Ambuja Cements Ltd
(BSE Code: 500425) (CMP: Rs.282.25) (FV: Rs.2) (TGT: Rs.345+)
Ambuja Cements Ltd (ACL) is a holding company engaged in the manufacture of clinkers, cement and related products. It offers a range of products to the business to business (B2B) and retail markets. Its product, Ambuja plus Roof Special, is suited for constructing roofs and slabs. It also offers to install rooftop rainwater harvesting technology. Its products also include Ambuja Powercem, which caters the ready-mix (RMX) sector; Ambuja Railcem, which is designed for railways; and Ambuja Buildcem, which serves the requirements of the mass housing segment. It also co-owns two brands in the micro materials category – i) Alccofine, which includes a range of micro slag materials; and ii) Dirk Pozzocrete, which includes superfine fly ash. Alccofine Micro Materials are used in construction projects such as metro rail, dams, roads, flyovers, bridges and tunnels.

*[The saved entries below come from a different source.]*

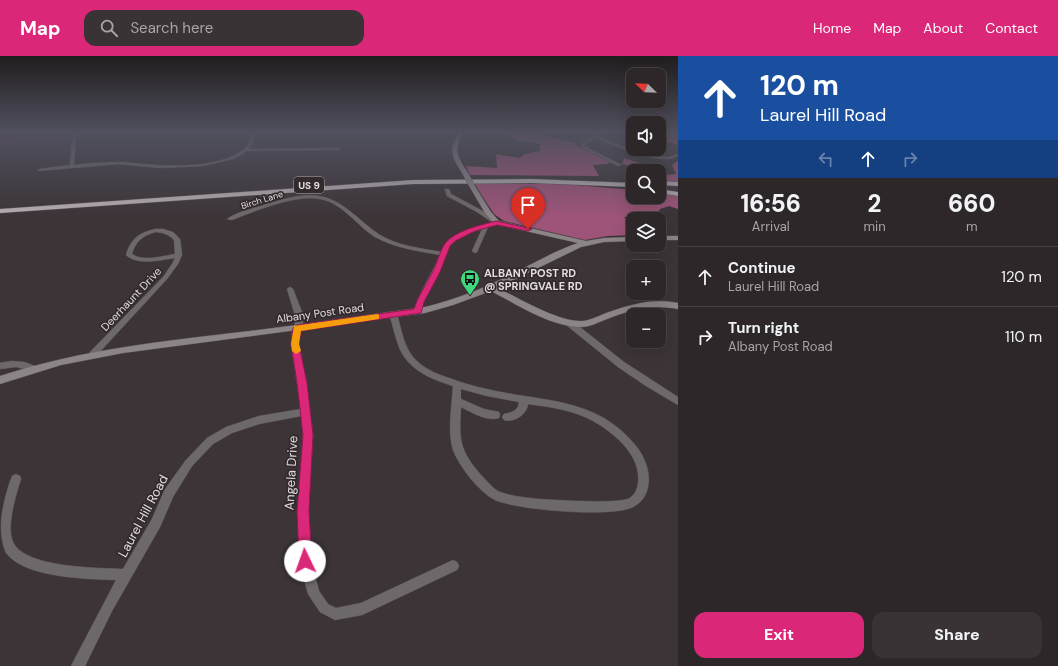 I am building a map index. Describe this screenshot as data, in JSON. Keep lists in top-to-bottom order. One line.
{"streets":{"highway":["US 9"],"main road":["Albany Post Road"],"street":["Birch Lane","Deerhaunt Drive","Angela Drive","Laurel Hill Road"]},"crossings":[["Deerhaunt Drive","Albany Post Road"],["Angela Drive","Laurel Hill Road"]],"places":{"bus stop":["ALBANY POST RD @ SPRINGVALE RD"]},"north":"top left","page":{"header":"Map","search":"Search here","nav":["Home","Map","About","Contact"],"turn":["120 m","Laurel Hill Road"],"map_buttons":["+","−"],"eta":["16:56","Arrival","2","min","660","m"],"list":[{"name":"Continue","note":"Laurel Hill Road","value":"120 m"},{"name":"Turn right","note":"Albany Post Road","value":"110 m"}],"buttons":["Exit","Share"]}} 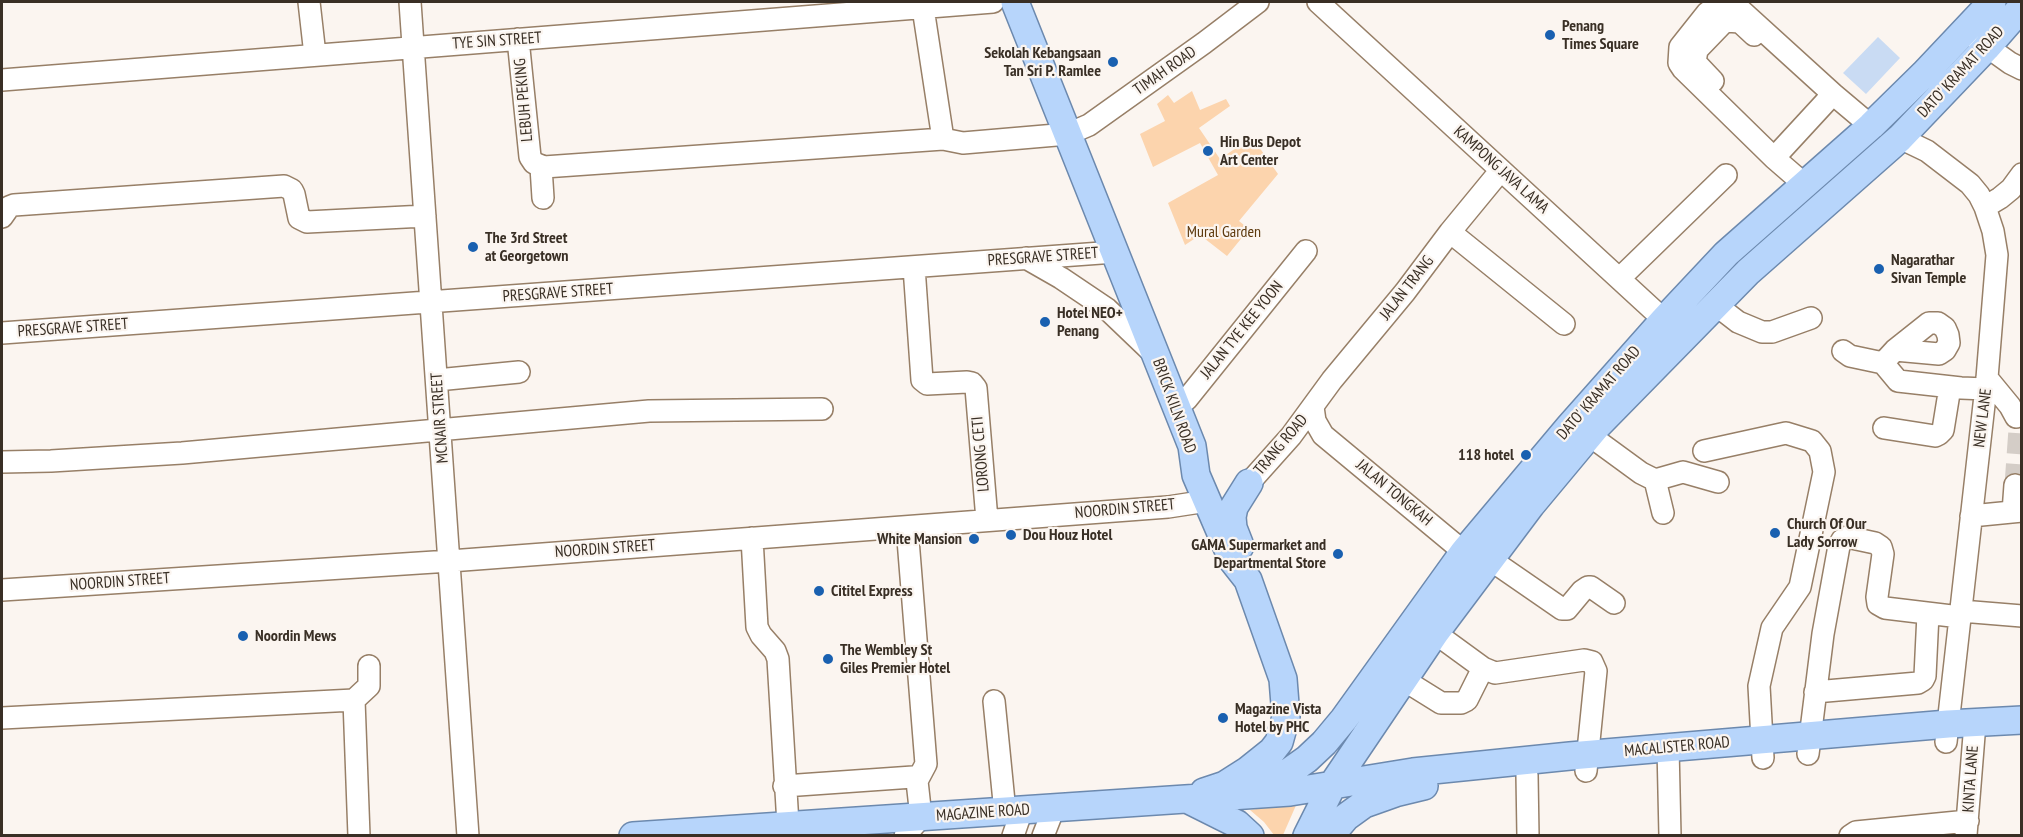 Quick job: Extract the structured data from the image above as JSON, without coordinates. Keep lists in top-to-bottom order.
{
  "streets": {
    "main road": [
      "DATO' KRAMAT ROAD",
      "BRICK KILN ROAD",
      "MACALISTER ROAD",
      "MAGAZINE ROAD"
    ],
    "street": [
      "TYE SIN STREET",
      "TIMAH ROAD",
      "LEBUH PEKING",
      "KAMPONG JAVA LAMA",
      "PRESGRAVE STREET",
      "JALAN TRANG",
      "JALAN TYE KEE YOON",
      "MCNAIR STREET",
      "NEW LANE",
      "TRANG ROAD",
      "LORONG CETI",
      "JALAN TONGKAH",
      "NOORDIN STREET",
      "KINTA LANE"
    ]
  },
  "crossings": [
    ["TYE SIN STREET", "LEBUH PEKING"],
    ["TYE SIN STREET", "MCNAIR STREET"],
    ["TIMAH ROAD", "BRICK KILN ROAD"],
    ["DATO' KRAMAT ROAD", "KAMPONG JAVA LAMA"],
    ["DATO' KRAMAT ROAD", "NEW LANE"],
    ["DATO' KRAMAT ROAD", "JALAN TONGKAH"],
    ["DATO' KRAMAT ROAD", "MACALISTER ROAD"],
    ["DATO' KRAMAT ROAD", "MAGAZINE ROAD"],
    ["KAMPONG JAVA LAMA", "JALAN TRANG"],
    ["PRESGRAVE STREET", "BRICK KILN ROAD"],
    ["PRESGRAVE STREET", "MCNAIR STREET"],
    ["PRESGRAVE STREET", "LORONG CETI"],
    ["JALAN TRANG", "TRANG ROAD"],
    ["JALAN TYE KEE YOON", "BRICK KILN ROAD"],
    ["BRICK KILN ROAD", "NOORDIN STREET"],
    ["BRICK KILN ROAD", "MAGAZINE ROAD"],
    ["MCNAIR STREET", "NOORDIN STREET"],
    ["NEW LANE", "MACALISTER ROAD"],
    ["LORONG CETI", "NOORDIN STREET"],
    ["MACALISTER ROAD", "KINTA LANE"],
    ["MACALISTER ROAD", "MAGAZINE ROAD"]
  ],
  "parks": ["Mural Garden"],
  "places": [
    "Penang Times Square",
    "Sekolah Kebangsaan Tan Sri P. Ramlee",
    "Hin Bus Depot Art Center",
    "The 3rd Street at Georgetown",
    "Nagarathar Sivan Temple",
    "Hotel NEO+ Penang",
    "118 hotel",
    "Church Of Our Lady Sorrow",
    "Dou Houz Hotel",
    "White Mansion",
    "GAMA Supermarket and Departmental Store",
    "Cititel Express",
    "Noordin Mews",
    "The Wembley St Giles Premier Hotel",
    "Magazine Vista Hotel by PHC"
  ]
} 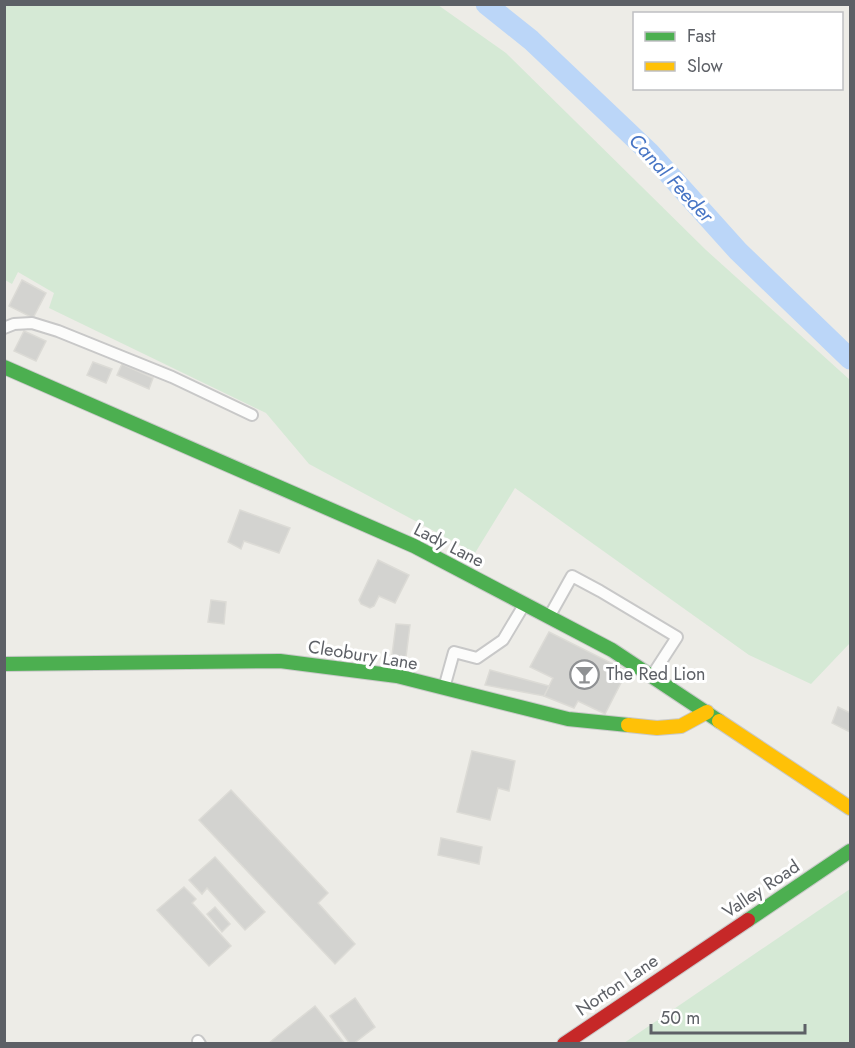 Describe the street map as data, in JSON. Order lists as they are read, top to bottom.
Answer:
{
  "streets": {
    "street": [
      "Lady Lane",
      "Cleobury Lane",
      "Valley Road",
      "Norton Lane"
    ]
  },
  "crossings": [
    ["Lady Lane", "Cleobury Lane"],
    ["Valley Road", "Norton Lane"]
  ],
  "water": ["Canal Feeder"],
  "places": {
    "bar": ["The Red Lion"]
  },
  "legend": ["Fast", "Slow"],
  "scale_bar": "50 m"
}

ACL’s EBITDA grew 15% YoY to Rs.3.54 bn translating into a margin of 15.3% (-7.5 pp QoQ, flat YoY). EBITDA/tonne rose 5% YoY to Rs.706, but fell by Rs.367 QoQ due to a 43% QoQ rise in raw material cost/tonne due to higher prices of flyash and the kiln shutdown of the Bhattapara unit. Power and fuel cost/tonne rose 4% QoQ due to higher prices of petcoke and fuel. Other expenses declined 6% YoY due to the reversal of DMF charges of Rs.446 mn in the quarter. PAT grew 10% YoY to Rs.2.7 bn.

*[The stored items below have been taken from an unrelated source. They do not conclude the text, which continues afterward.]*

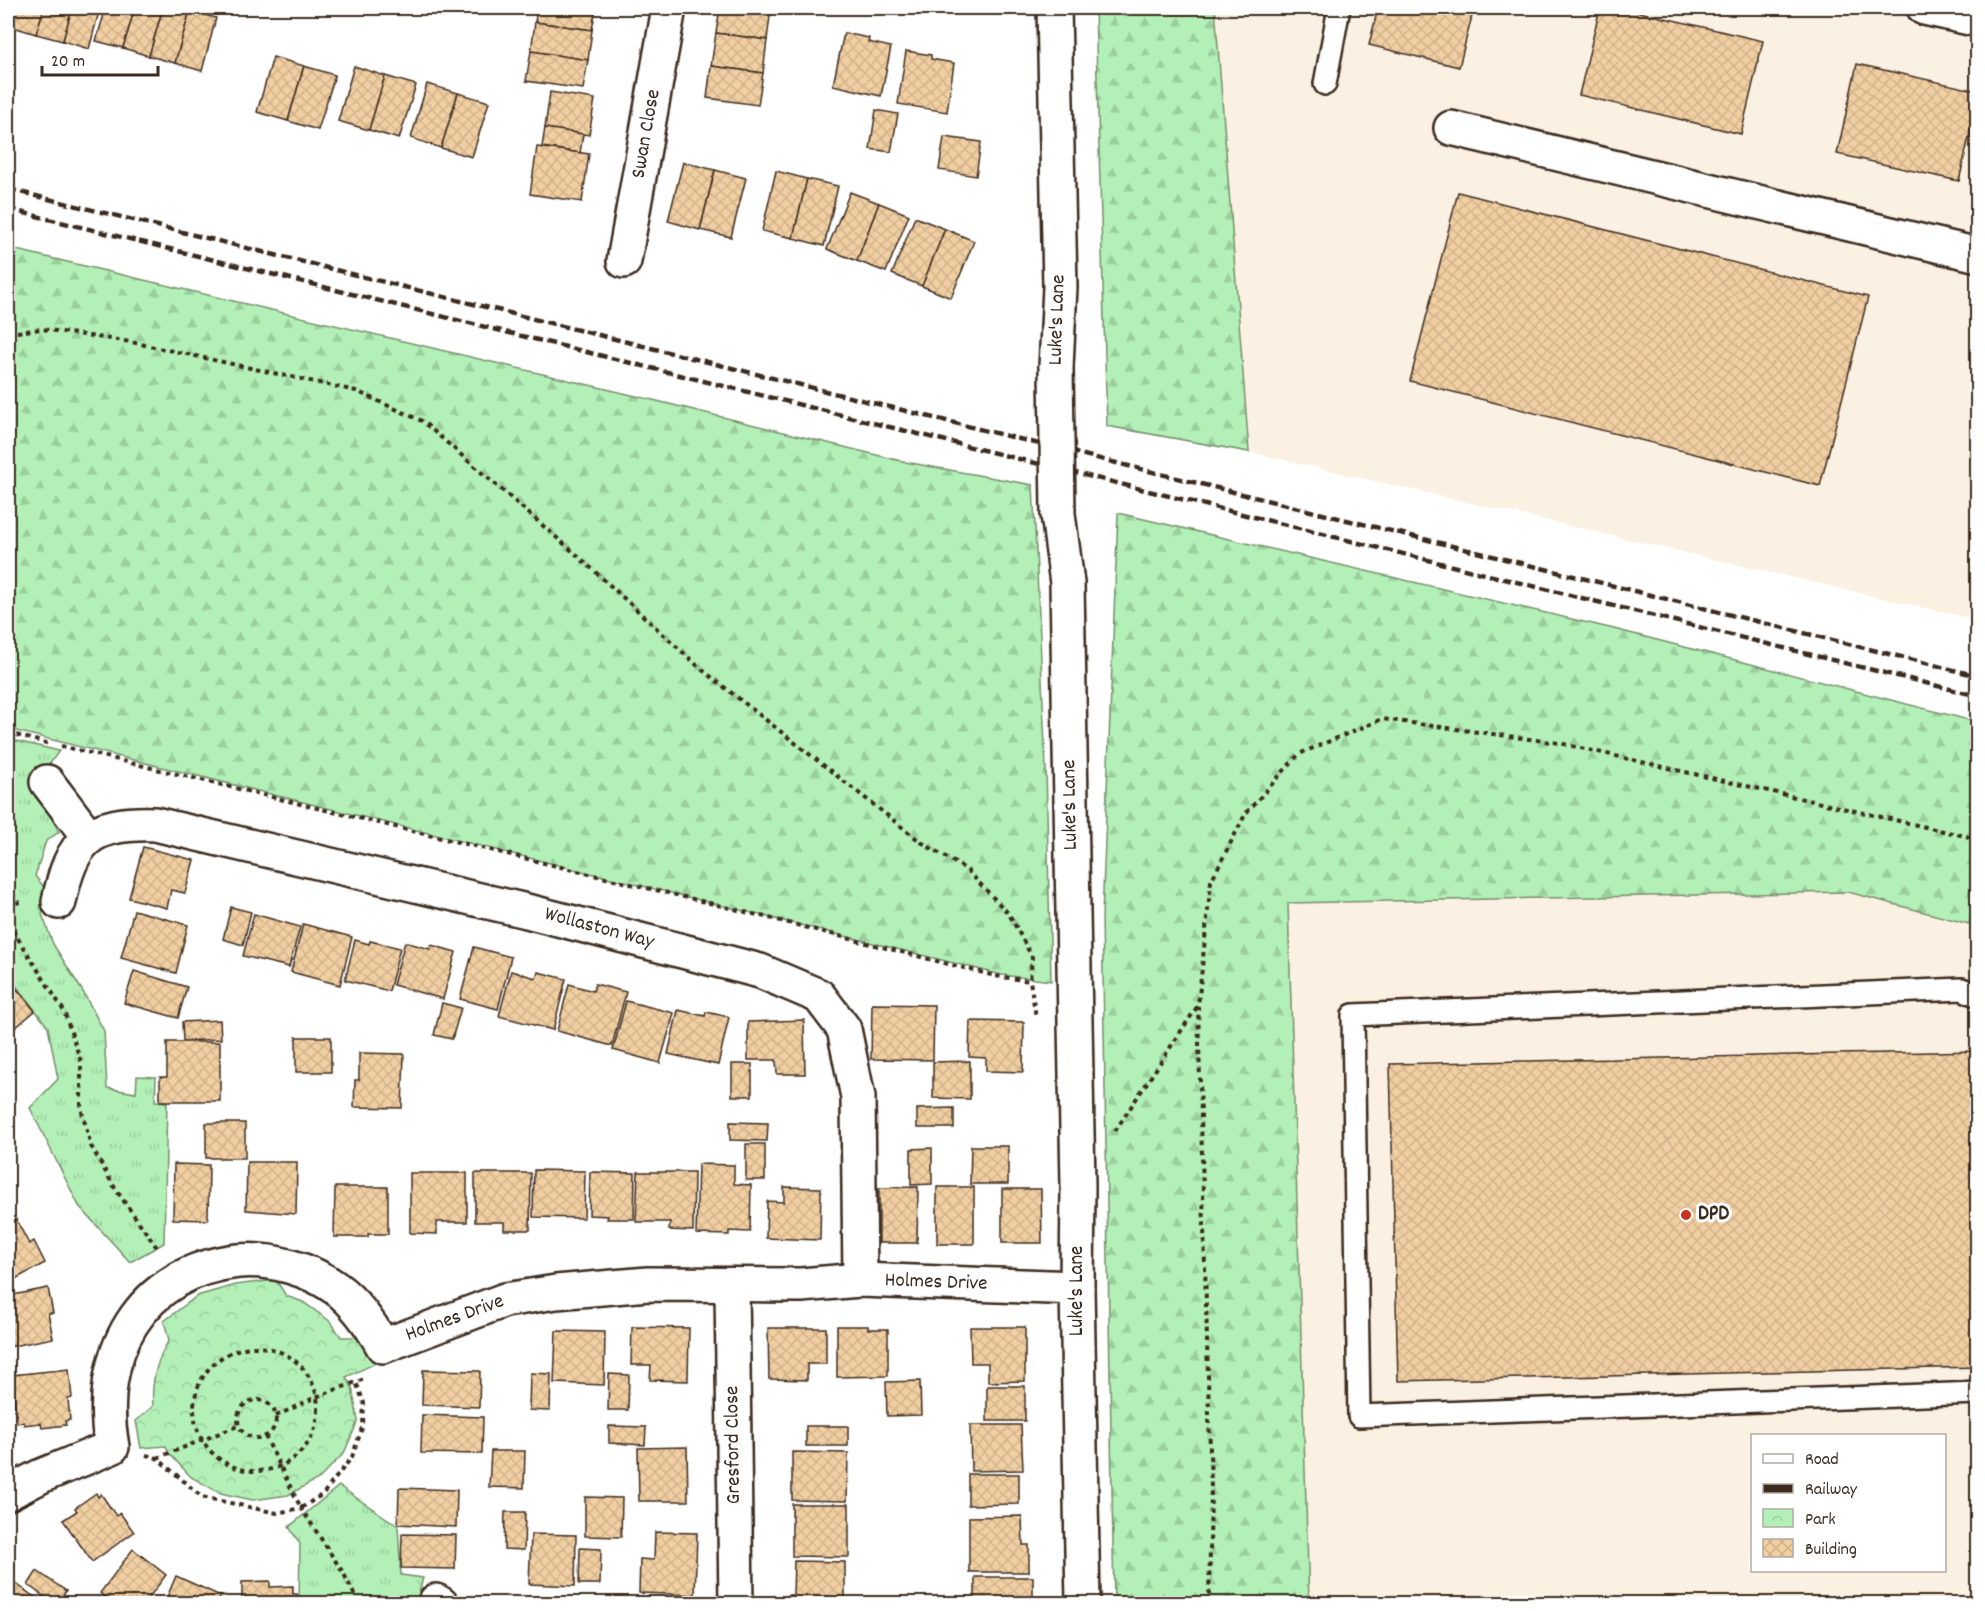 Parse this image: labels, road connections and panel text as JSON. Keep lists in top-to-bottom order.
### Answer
{
  "streets": {
    "street": [
      "Swan Close",
      "Luke's Lane",
      "Wollaston Way",
      "Holmes Drive",
      "Gresford Close"
    ]
  },
  "crossings": [
    ["Luke's Lane", "Holmes Drive"],
    ["Wollaston Way", "Holmes Drive"],
    ["Holmes Drive", "Gresford Close"]
  ],
  "places": ["DPD"],
  "legend": [
    "Road",
    "Railway",
    "Park",
    "Building"
  ],
  "scale_bar": "20 m"
}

ACL plans to add 1.7 MMT of clinker capacity by end CY19. The associated grinding capacity is likely to be added beyond CY20, which will keep its volume growth under check in the medium-term. Volumes grew 10% YoY to 5.02 MMT led by a favorable base. Q3CY17 standalone revenue of Rs.23.2 bn (+15% YoY) marginally exceeded our estimate of Rs.22.9 bn, led by realizations of Rs.4621, which were up 5% YoY, but lower by 2% QoQ on weak pricing in the northern markets. Also, realizations were lower upto Rs.75/tonne in Q3CY17, as VAT incentive of Rs.380 mn was not recognized. ACL’s RoE/RoCE profile is likely to remain subdued at sub 10% even after factoring in the benefits from an improvement in industry pricing. We expect ACL to lose market share due to capacity constraints over the next 2-3 years as peers like Ultratech and Shree Cement are adding capacity by over 25% by way of organic growth or acquisitions.
Technical Outlook: The ACL stock looks very good on the daily chart for medium-term investment. The stock is moving in the trading range of Rs.260-290. A close above Rs.300 with volumes will lead the rally to Rs.350 on the daily chart. The stock trades above all important DMA levels on the daily chart.
Start accumulating at this level of Rs.282.25 and on dips to Rs.262 for medium-to-long-term investment and a possible price target of Rs.345+ in the next 12 months.